Saved data entries:

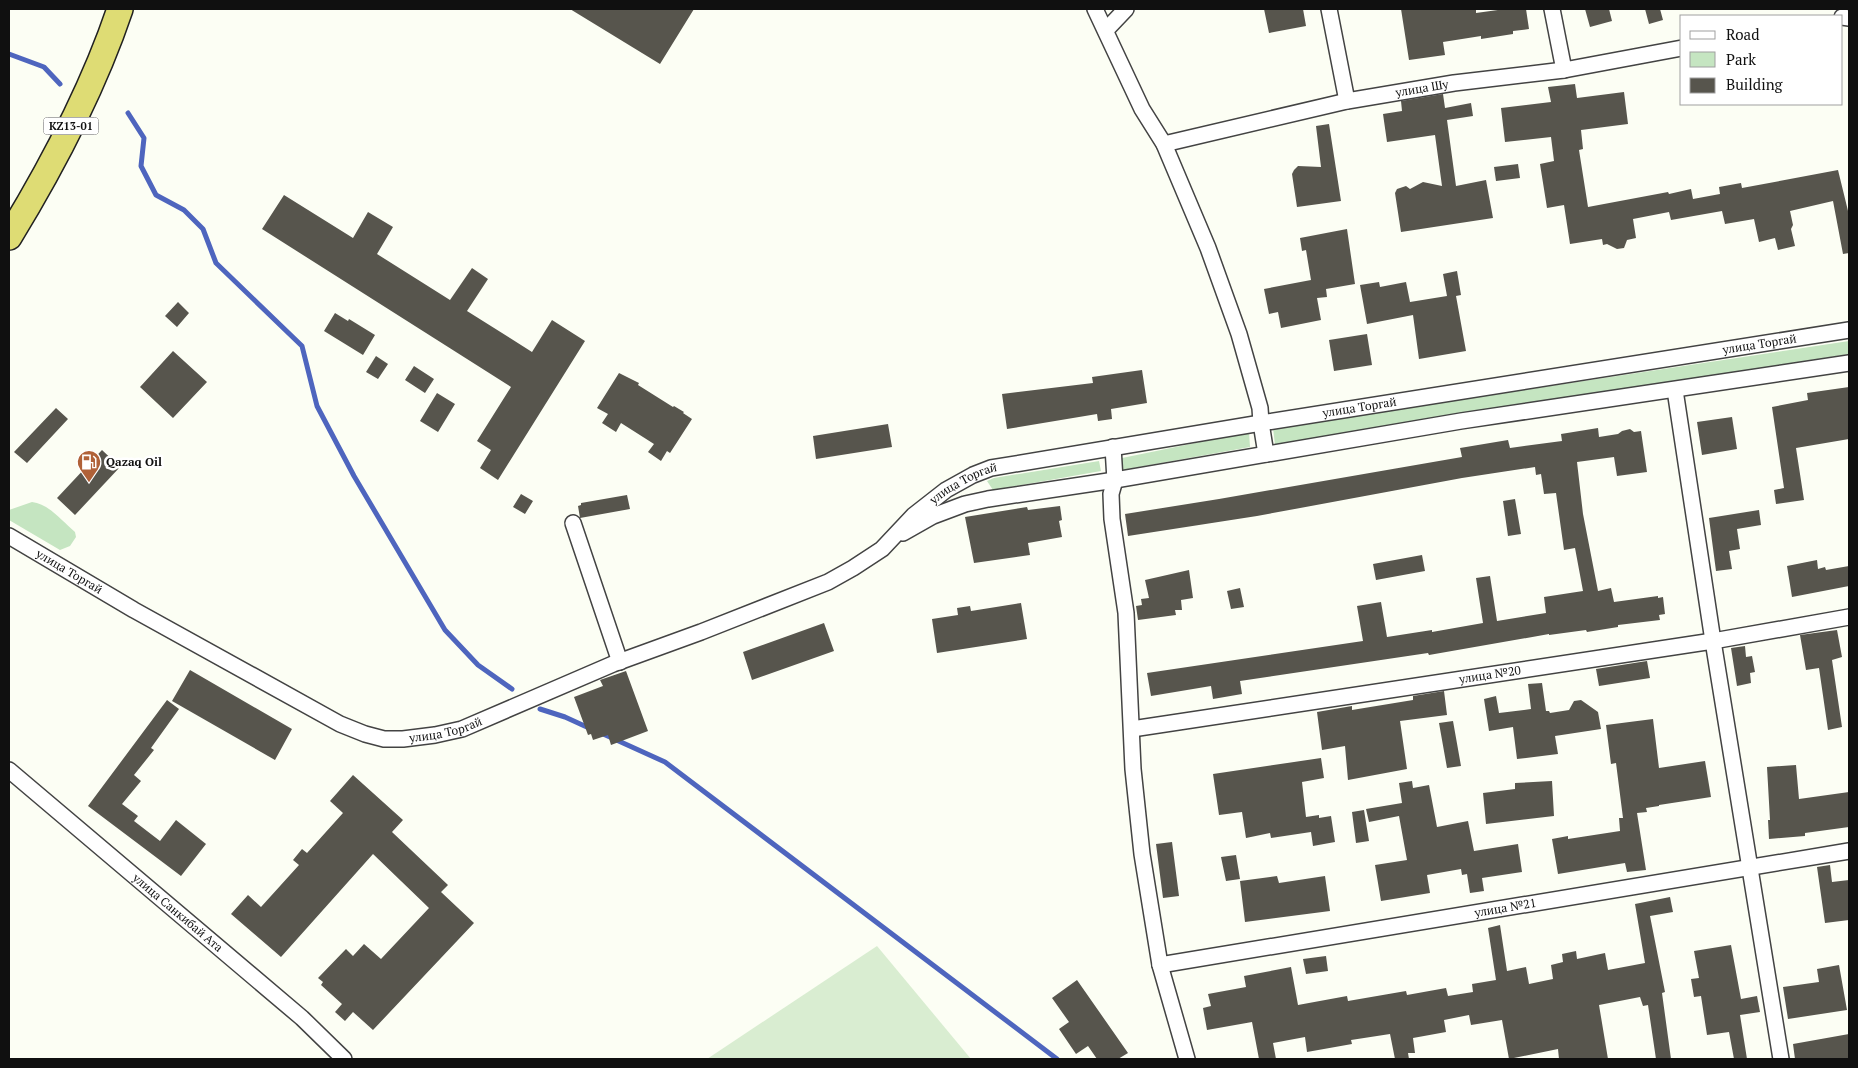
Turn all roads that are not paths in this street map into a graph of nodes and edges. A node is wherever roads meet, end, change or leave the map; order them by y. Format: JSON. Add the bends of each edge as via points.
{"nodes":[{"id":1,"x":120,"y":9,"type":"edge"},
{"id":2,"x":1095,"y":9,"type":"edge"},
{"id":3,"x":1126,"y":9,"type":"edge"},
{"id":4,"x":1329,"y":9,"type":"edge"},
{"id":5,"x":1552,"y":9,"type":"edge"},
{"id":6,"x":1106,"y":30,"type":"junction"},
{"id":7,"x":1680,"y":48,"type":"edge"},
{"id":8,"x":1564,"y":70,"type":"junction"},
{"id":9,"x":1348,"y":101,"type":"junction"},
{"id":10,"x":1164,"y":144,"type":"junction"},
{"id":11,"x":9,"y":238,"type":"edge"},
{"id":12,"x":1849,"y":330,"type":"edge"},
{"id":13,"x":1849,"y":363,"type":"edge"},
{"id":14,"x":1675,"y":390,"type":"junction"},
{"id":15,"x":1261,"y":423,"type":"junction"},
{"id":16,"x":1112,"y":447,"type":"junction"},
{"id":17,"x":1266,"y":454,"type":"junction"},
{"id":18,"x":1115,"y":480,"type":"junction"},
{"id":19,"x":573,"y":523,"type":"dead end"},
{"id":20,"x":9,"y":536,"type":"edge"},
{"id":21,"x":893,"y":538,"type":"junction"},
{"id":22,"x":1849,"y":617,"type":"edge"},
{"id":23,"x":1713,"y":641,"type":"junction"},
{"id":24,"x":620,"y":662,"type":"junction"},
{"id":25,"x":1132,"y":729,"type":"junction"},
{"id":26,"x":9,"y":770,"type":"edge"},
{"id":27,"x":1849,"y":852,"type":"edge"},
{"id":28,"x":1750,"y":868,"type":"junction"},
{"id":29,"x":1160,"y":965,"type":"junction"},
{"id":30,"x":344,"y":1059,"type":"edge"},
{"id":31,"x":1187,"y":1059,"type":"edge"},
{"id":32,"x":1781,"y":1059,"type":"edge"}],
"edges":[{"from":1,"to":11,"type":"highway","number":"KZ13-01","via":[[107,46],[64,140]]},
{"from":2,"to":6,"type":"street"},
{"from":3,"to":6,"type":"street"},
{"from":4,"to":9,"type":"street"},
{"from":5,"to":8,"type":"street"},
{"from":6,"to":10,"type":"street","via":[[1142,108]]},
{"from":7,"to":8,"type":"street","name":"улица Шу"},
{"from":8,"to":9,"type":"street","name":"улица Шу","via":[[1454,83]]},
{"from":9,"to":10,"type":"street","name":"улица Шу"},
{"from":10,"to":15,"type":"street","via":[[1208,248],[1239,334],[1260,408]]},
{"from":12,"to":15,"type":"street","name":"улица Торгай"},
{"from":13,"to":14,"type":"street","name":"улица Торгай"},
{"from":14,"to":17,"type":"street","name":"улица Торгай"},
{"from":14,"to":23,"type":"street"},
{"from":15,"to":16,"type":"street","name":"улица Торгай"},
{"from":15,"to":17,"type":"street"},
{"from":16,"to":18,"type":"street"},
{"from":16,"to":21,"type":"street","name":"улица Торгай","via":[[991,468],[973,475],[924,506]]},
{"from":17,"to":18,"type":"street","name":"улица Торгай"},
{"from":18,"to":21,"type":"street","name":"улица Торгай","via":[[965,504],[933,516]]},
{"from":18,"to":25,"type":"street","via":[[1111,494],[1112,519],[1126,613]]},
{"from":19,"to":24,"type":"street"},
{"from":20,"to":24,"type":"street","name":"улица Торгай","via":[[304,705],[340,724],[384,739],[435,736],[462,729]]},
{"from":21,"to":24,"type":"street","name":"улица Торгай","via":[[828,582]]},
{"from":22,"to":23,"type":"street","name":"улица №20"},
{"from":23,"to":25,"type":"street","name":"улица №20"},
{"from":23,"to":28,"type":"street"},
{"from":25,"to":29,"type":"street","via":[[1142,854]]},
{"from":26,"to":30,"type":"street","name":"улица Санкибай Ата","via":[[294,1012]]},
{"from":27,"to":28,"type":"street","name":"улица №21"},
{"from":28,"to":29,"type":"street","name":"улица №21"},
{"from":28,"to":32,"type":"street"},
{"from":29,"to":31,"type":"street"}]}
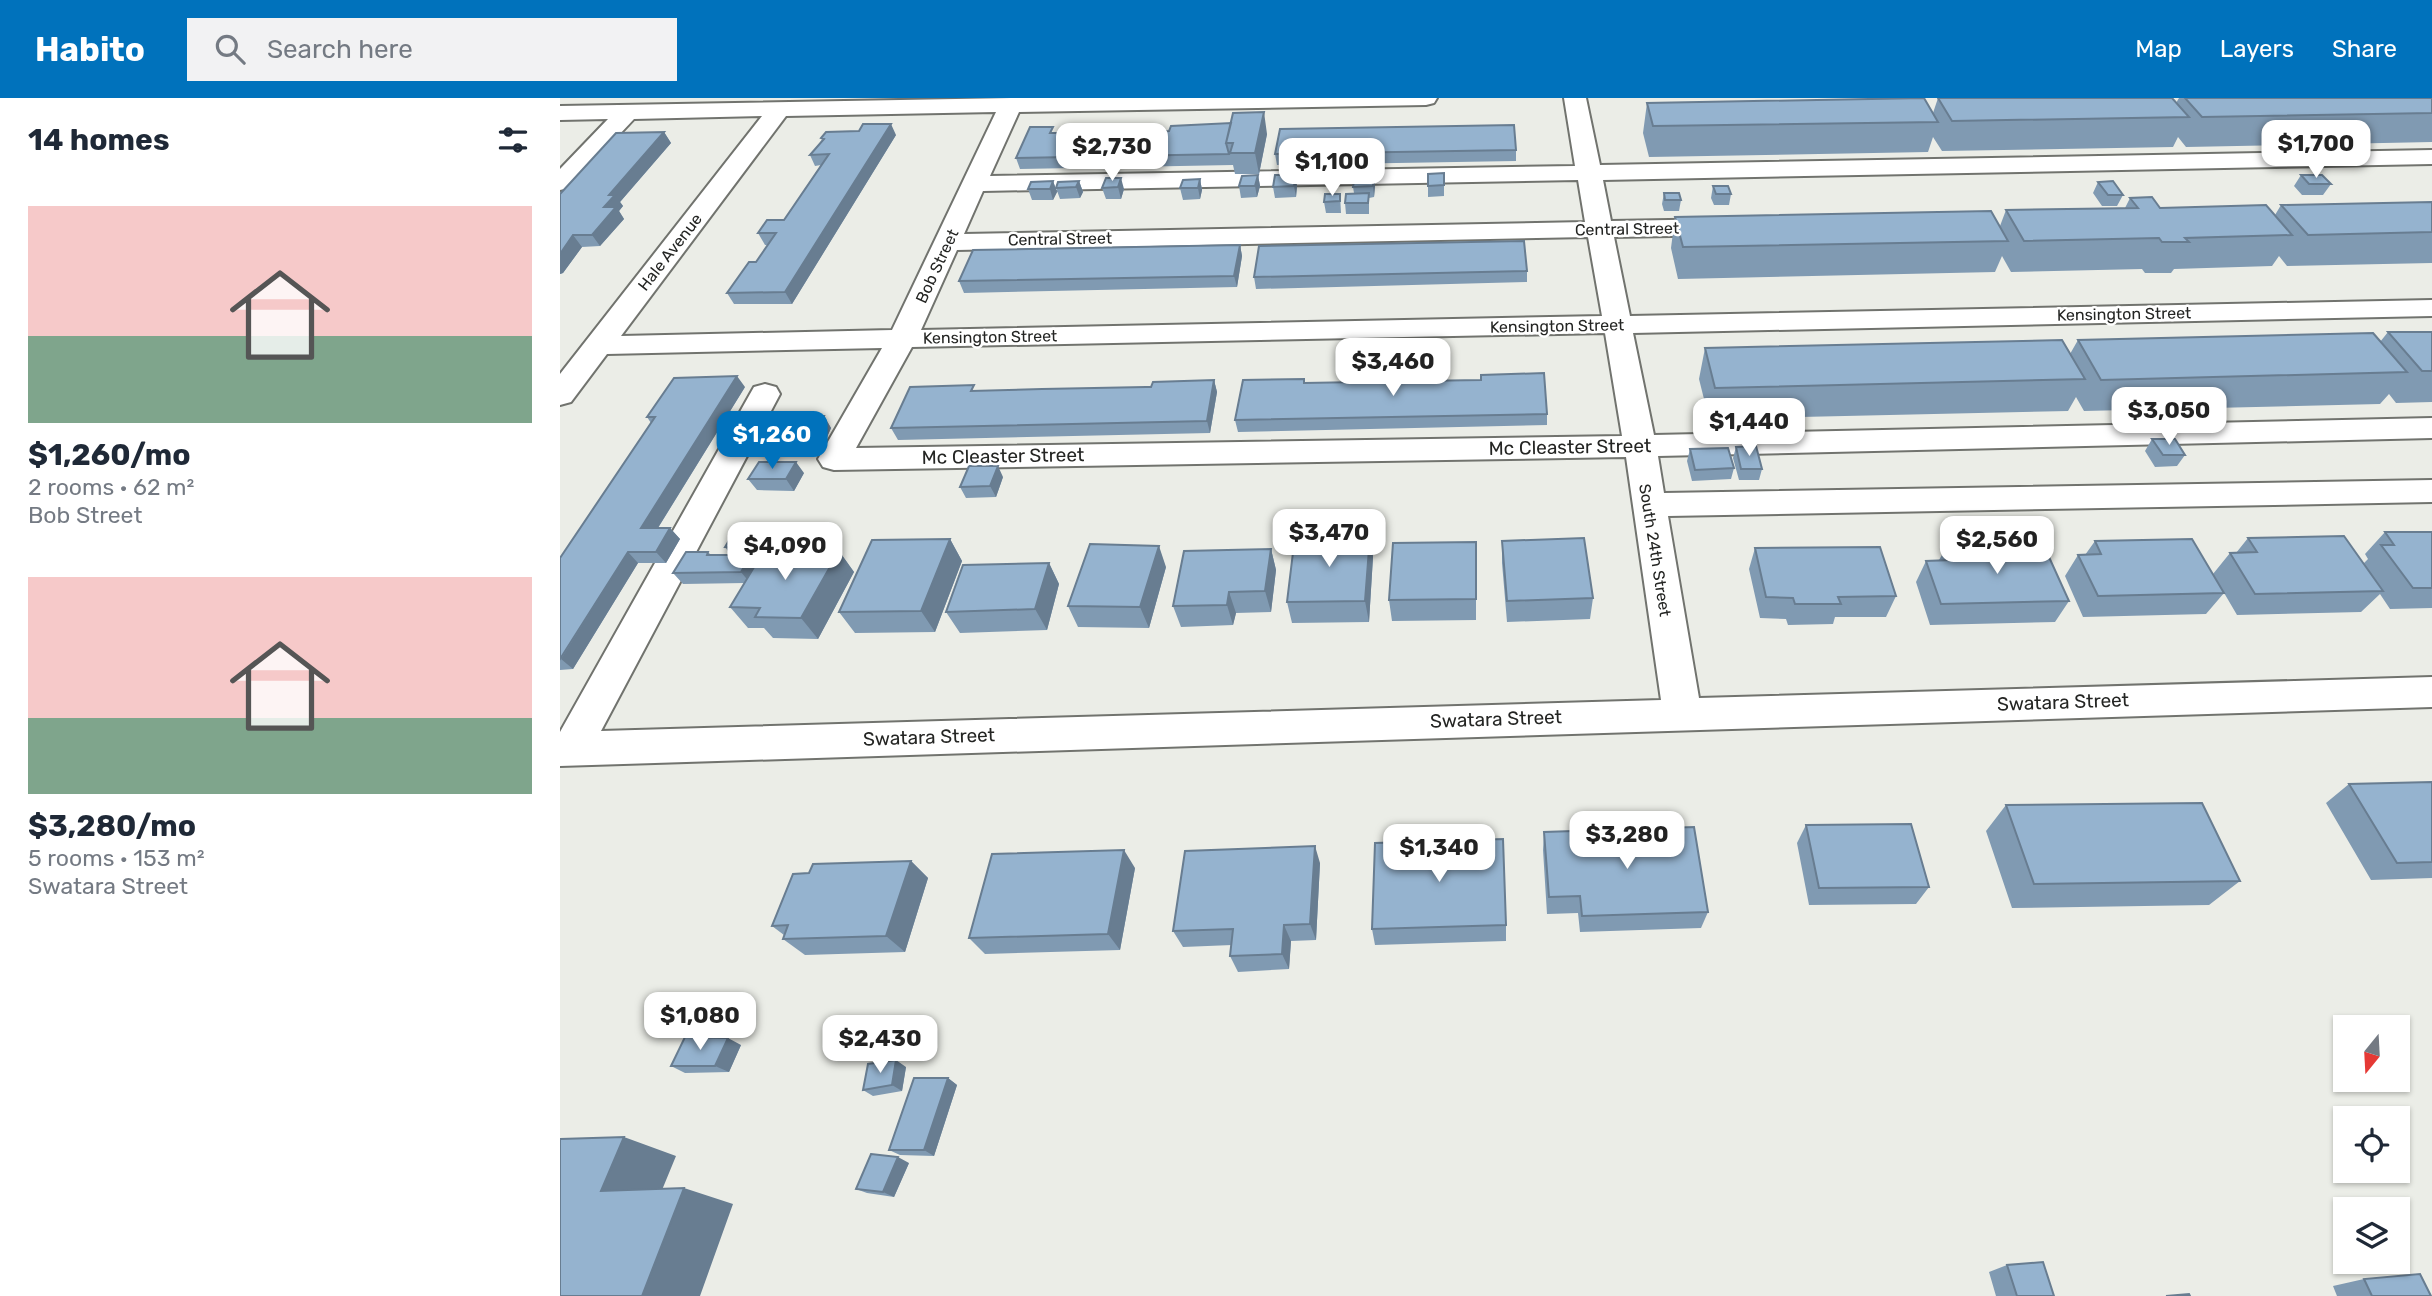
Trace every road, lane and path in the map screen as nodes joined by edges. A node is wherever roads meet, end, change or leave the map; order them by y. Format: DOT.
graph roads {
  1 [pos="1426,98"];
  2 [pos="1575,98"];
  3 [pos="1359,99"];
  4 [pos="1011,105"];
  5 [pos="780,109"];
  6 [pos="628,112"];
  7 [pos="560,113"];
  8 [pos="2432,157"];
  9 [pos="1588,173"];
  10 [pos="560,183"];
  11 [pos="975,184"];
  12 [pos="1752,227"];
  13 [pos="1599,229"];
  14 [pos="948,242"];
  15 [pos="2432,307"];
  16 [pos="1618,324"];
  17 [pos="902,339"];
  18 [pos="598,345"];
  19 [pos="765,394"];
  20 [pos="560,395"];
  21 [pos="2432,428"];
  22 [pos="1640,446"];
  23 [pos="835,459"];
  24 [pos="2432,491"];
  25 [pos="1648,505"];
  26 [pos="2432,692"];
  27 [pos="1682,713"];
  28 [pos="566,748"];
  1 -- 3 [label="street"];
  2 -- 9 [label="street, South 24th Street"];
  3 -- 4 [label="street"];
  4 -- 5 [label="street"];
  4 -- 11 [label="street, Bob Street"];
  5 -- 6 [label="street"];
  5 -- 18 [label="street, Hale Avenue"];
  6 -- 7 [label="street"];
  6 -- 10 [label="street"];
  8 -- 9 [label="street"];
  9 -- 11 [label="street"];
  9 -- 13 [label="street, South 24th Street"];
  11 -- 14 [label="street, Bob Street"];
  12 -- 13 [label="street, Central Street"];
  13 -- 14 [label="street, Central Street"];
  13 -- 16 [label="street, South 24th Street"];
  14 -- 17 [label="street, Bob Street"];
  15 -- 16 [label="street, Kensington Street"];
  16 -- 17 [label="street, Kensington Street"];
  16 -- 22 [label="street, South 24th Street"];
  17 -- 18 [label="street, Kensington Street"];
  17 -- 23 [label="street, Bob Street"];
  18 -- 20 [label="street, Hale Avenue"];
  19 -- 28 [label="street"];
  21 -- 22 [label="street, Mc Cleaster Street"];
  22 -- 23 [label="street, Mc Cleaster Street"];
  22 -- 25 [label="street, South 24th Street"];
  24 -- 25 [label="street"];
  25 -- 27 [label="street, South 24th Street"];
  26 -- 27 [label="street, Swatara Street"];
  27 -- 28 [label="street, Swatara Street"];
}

- [Exercise]: Note down each line above where the word "Торгай" occurs.

- [Answer for the task]:
{"from":12,"to":15,"type":"street","name":"улица Торгай"},
{"from":13,"to":14,"type":"street","name":"улица Торгай"},
{"from":14,"to":17,"type":"street","name":"улица Торгай"},
{"from":15,"to":16,"type":"street","name":"улица Торгай"},
{"from":16,"to":21,"type":"street","name":"улица Торгай","via":[[991,468],[973,475],[924,506]]},
{"from":17,"to":18,"type":"street","name":"улица Торгай"},
{"from":18,"to":21,"type":"street","name":"улица Торгай","via":[[965,504],[933,516]]},
{"from":20,"to":24,"type":"street","name":"улица Торгай","via":[[304,705],[340,724],[384,739],[435,736],[462,729]]},
{"from":21,"to":24,"type":"street","name":"улица Торгай","via":[[828,582]]},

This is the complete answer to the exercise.